Giving doctors other ways to help patients besides reflexively prescribing antibiotics is another way to cut back on overuse. The CDC now has a program in about two dozen states that supplies doctors with “nonprescription prescription pads.” The pads offer tips and sometimes a few items to help patients cope with illnesses that aren’t bacterial and therefore cannot be treated effectively with antibiotics: drink fluids, use cold packs to ease swelling, and take a pain reliever like ibuprofen (Advil, Motrin, other brands).

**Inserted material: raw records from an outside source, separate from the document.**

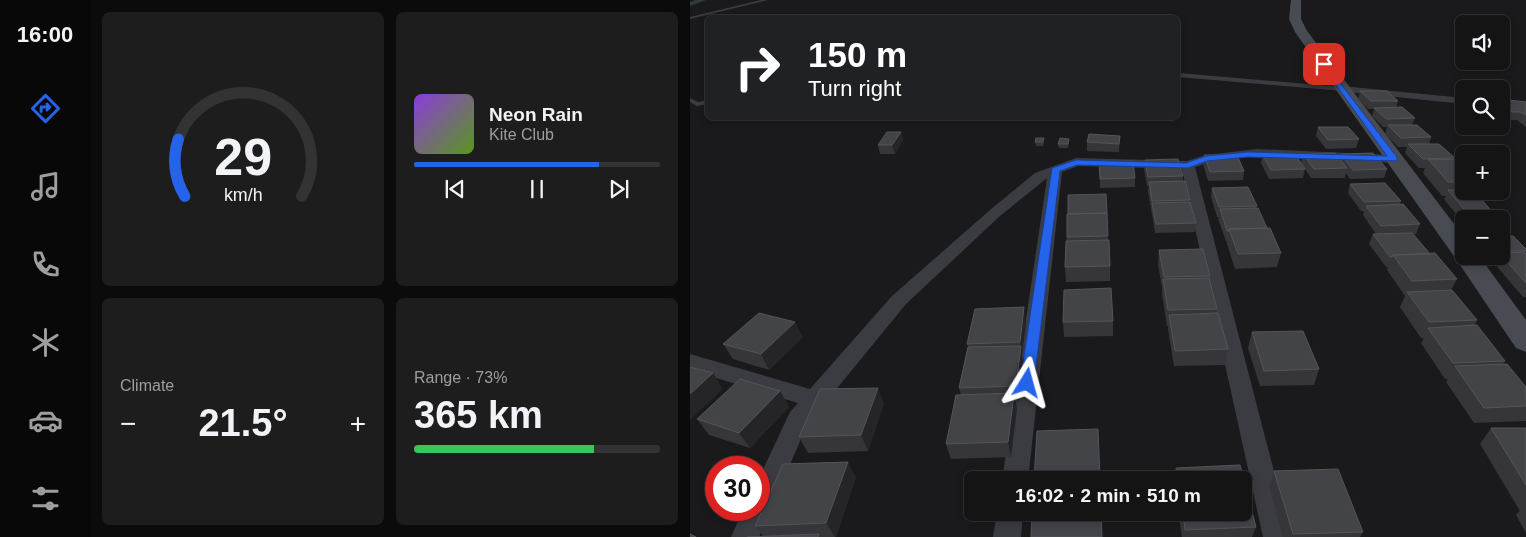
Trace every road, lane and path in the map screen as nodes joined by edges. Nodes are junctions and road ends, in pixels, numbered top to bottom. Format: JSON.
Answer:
{"nodes":[{"id":1,"x":766,"y":0,"type":"edge"},
{"id":2,"x":1296,"y":0,"type":"edge"},
{"id":3,"x":690,"y":18,"type":"edge"},
{"id":4,"x":1180,"y":75,"type":"edge"},
{"id":5,"x":1342,"y":89,"type":"junction"},
{"id":6,"x":690,"y":100,"type":"edge"},
{"id":7,"x":1455,"y":100,"type":"edge"},
{"id":8,"x":705,"y":103,"type":"edge"},
{"id":9,"x":1394,"y":159,"type":"junction"},
{"id":10,"x":1188,"y":165,"type":"junction"},
{"id":11,"x":1055,"y":170,"type":"junction"},
{"id":12,"x":1455,"y":241,"type":"edge"},
{"id":13,"x":1472,"y":265,"type":"edge"},
{"id":14,"x":1526,"y":341,"type":"edge"},
{"id":15,"x":690,"y":362,"type":"edge"},
{"id":16,"x":815,"y":399,"type":"junction"},
{"id":17,"x":1016,"y":471,"type":"edge"},
{"id":18,"x":770,"y":481,"type":"edge"},
{"id":19,"x":752,"y":521,"type":"edge"},
{"id":20,"x":1009,"y":521,"type":"edge"},
{"id":21,"x":745,"y":537,"type":"edge"},
{"id":22,"x":1007,"y":537,"type":"edge"},
{"id":23,"x":1277,"y":537,"type":"edge"}],
"edges":[{"from":1,"to":3,"type":"lane"},
{"from":2,"to":5,"type":"main road"},
{"from":4,"to":5,"type":"lane"},
{"from":5,"to":7,"type":"street"},
{"from":5,"to":9,"type":"main road"},
{"from":6,"to":8,"type":"lane"},
{"from":9,"to":10,"type":"street"},
{"from":9,"to":12,"type":"main road"},
{"from":10,"to":11,"type":"street"},
{"from":10,"to":23,"type":"street"},
{"from":11,"to":16,"type":"street"},
{"from":11,"to":17,"type":"street"},
{"from":13,"to":14,"type":"main road"},
{"from":15,"to":16,"type":"street"},
{"from":16,"to":18,"type":"street"},
{"from":19,"to":21,"type":"street"},
{"from":20,"to":22,"type":"street"}]}
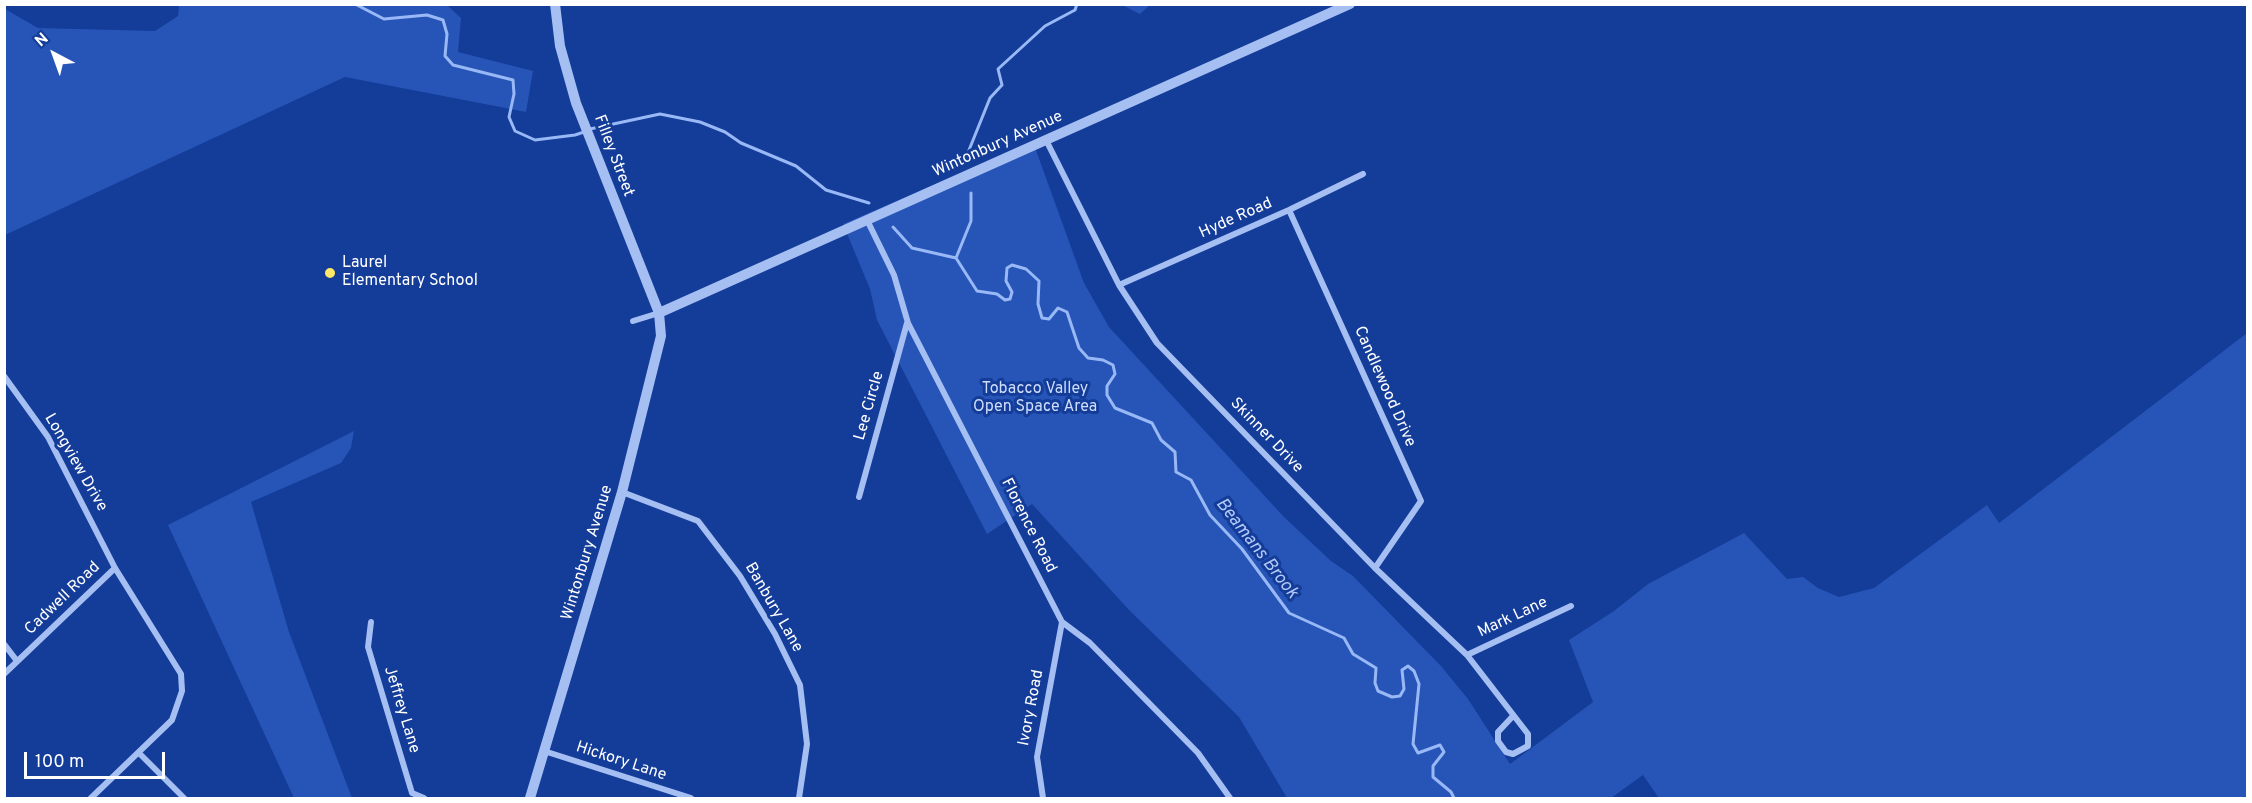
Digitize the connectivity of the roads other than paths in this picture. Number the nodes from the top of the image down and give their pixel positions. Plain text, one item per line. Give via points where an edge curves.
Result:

Solutions: A Few Suggestions

Give doctors guidelines.

Spelling out exactly when antibiotics should be used might help doctors so they don’t have to make case-by-case decisions. According to Dr. Moellering, a Dutch program reduced antibiotic prescriptions because it instructed doctors not to treat earaches in children age two or older with antibiotics for the first 3–4 days of symptoms. They were treated with pain relievers and ear and nose drops instead. In Finland, concern about the emergence of erythromycin-resistant group A streptococcal infections led to policies that cut the use of erythromycin’s class of antibiotics almost in half.

Keep courses short.

The shorter the course of treatment, the less chance of promoting resistant bacteria. A study published in the July 4, 2001, JAMA showed positive results for short-course, high-dose amoxicillin in children (90 milligrams per kilogram (mg/kg) daily for 5 days versus 40 mg/kg daily for 10 days). An uncomplicated urinary tract infection in young women can be treated effectively with three days or less of antibiotics. Traveler’s diarrhea can be cured with a three-day course. But for many infections, there’s a surprising lack of evidence on the optimum treatment schedule. Even if shorter courses were recommended, many people might not tolerate the higher doses of antibiotics that they often require.

Make sure children and everyone 65 or older gets the pneumococcal vaccine.

“Should we use it? Absolutely, unequivocally. But is it the final answer? Probably not,” says Moellering. The vaccine protects against just 23 of the 81 types of pneumococcal bacteria. The good news is that those 23 varieties are ones that most frequently cause severe infections. Moreover, anything that cuts down on the number of pneumococcal infections decreases antibiotic use.

Pinpoint use of antibiotics.

Hospital patients who tell doctors they’re allergic to penicillin are often treated with the more powerful and broad-spectrum antibiotics from the fluoroquinolone class (ciprofloxacin, levofloxacin, ofloxacin, others) or vancomycin. But people are often mistaken about being allergic to penicillin. Moreover, penicillin allergies often fade, so a prior reaction doesn’t necessarily mean that you are currently allergic. Researchers at the Cleveland Clinic studied whether doing skin tests for penicillin allergies would identify patients who were truly allergic. They found that 21 of the 24 patients classified as being allergic were negative on the skin test.

Walling Off Infections

Antibiotic resistance deserves all the attention it’s getting—and then some. On the other hand, super-germ scenarios shouldn’t overshadow the marvelous benefits of antibiotics. Anyone who has seen a child racked by a strep infection suddenly get well after several doses of antibiotics is a witness to one of the great developments of 20th-century medicine. Researchers are experimenting with novel uses all the time. Italian scientists reported that tetracycline may weaken the prions that cause mad cow disease. Many investigators are looking for the antibiotic combination that will tame the inflammatory aspects of heart disease.

The headline on Dr. Finland’s 1978 editorial was “And the Walls Come Tumbling Down.” The walls are cracked but still there. Wise use of antibiotics will keep them standing.